I am trying to solve an exercise regarding the calculation of $\pi$ via power sums, but I am puzzled by the wording of a question.
a) Show that $(5+i)^4(239-i)$ is a real positive multiple of $1+i$
b) Show Machin's Formula:
$$\frac{\pi}{4}=4 \arctan \frac{1}{5}-\arctan \ \frac{1}{239}$$
c) Find the power series of arctan around 0. This can be done for
instance by integrating the power series of its derivative.
d) Use partial sums for arctan to calculate estimates for $\pi$. How does this method compare to calculating estimates via $\pi=4 \arctan(1)$?

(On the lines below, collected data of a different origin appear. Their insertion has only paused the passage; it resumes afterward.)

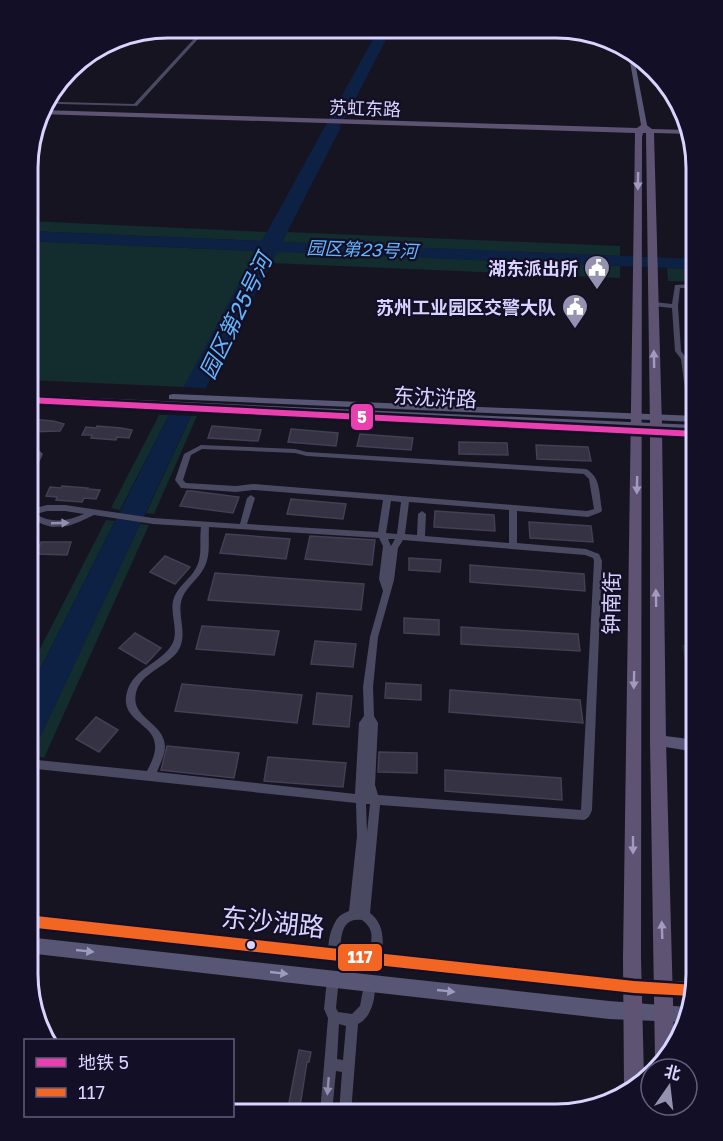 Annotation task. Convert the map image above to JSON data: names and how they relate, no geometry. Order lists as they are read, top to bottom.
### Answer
{
  "streets": {
    "main road": [
      "苏虹东路",
      "东沈浒路",
      "钟南街",
      "东沙湖路"
    ]
  },
  "crossings": [
    ["苏虹东路", "钟南街"],
    ["东沈浒路", "钟南街"],
    ["钟南街", "东沙湖路"]
  ],
  "water": ["园区第23号河", "园区第25号河"],
  "places": {
    "public building": ["湖东派出所", "苏州工业园区交警大队"]
  },
  "lines": ["metro line 5", "transit line 117"],
  "legend": ["地铁 5", "117"],
  "north": "top"
} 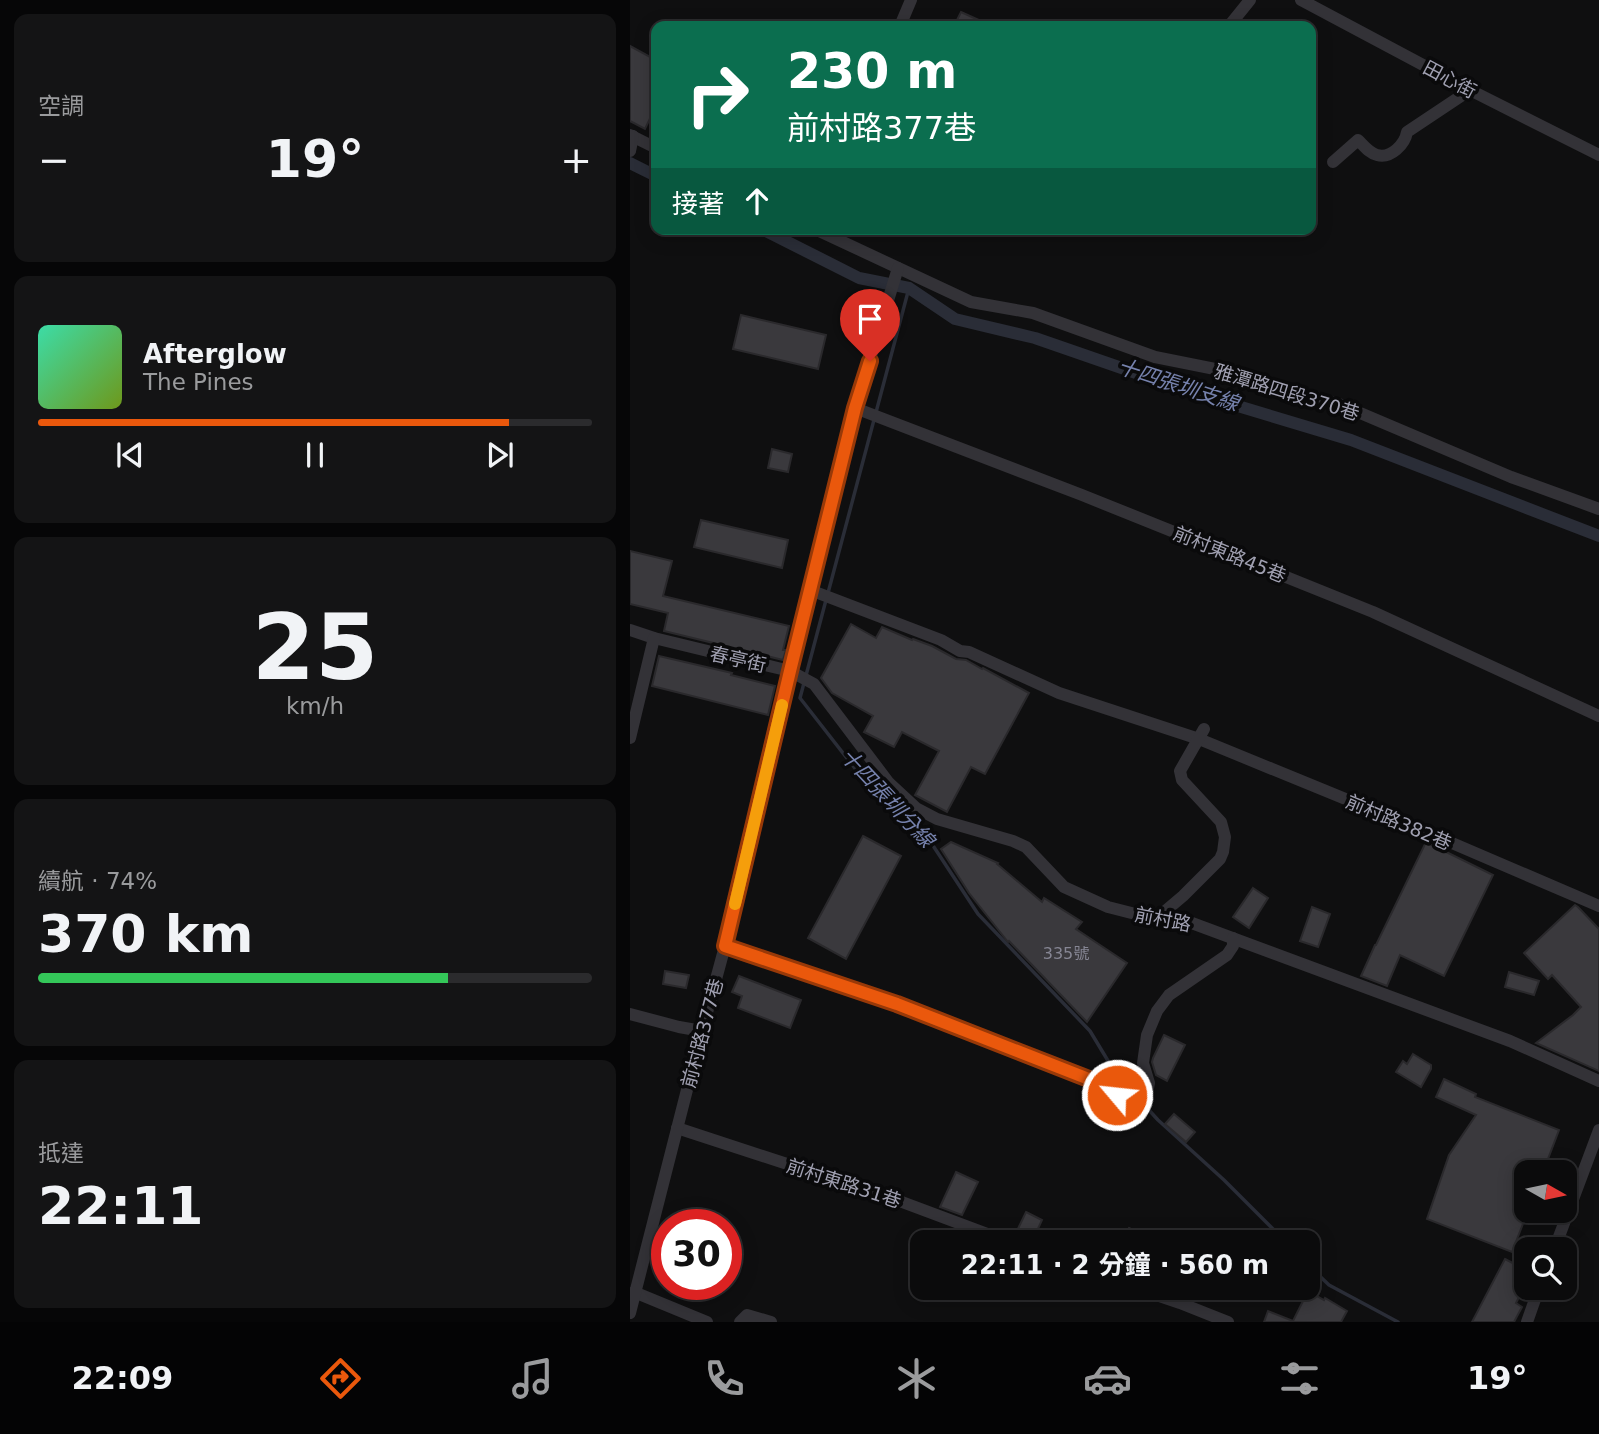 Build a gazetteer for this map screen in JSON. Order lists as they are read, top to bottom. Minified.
{"streets":{"street":["田心街","雅潭路四段370巷","前村東路45巷","春亭街","前村路382巷","前村路","前村路377巷","前村東路31巷"]},"crossings":[["雅潭路四段370巷","春亭街"],["前村東路45巷","春亭街"],["春亭街","前村路382巷"],["春亭街","前村路"],["春亭街","前村路377巷"],["前村路","前村路377巷"],["前村路377巷","前村東路31巷"]],"water":["十四張圳支線","十四張圳分線"],"house_numbers":["335號"],"north":"right","page":{"tile":["空調",["25","km/h"],["續航 · 74%","370 km"],["抵達","22:11"]],"turn":["230 m","前村路377巷"],"heat":["−","19°","+"],"then":"接著","song":["Afterglow","The Pines"],"limit":"30","trip":"22:11 · 2 分鐘 · 560 m","tabs":["22:09","19°"]}}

I solved a)-c) but have gotten stuck at d). I know from c) that the power series of $\arctan$ at $0$ is given by
$$\arctan(x)=\sum_{n=0}^\infty (-1)^n \frac{x^{2n+1}}{2n+1}$$
But I am at a loss what to do next, as I do not see how to calculate $\pi$ in any other way than using
$$\pi=\arctan(1)=\sum_{n=0}^\infty (-1)^n \frac{1^{2n+1}}{2n+1}$$
Can somebody explain what is supposed to be done here or how this is question is solved?
Best Answer
I think it’s just asking you to substitute $\frac15$ and $\frac1{239}$ into the series to get approximations for $\pi$ and to note that the convergence is much better than for $\arctan1$ because of the additional factor of $\frac1{25}$ per step.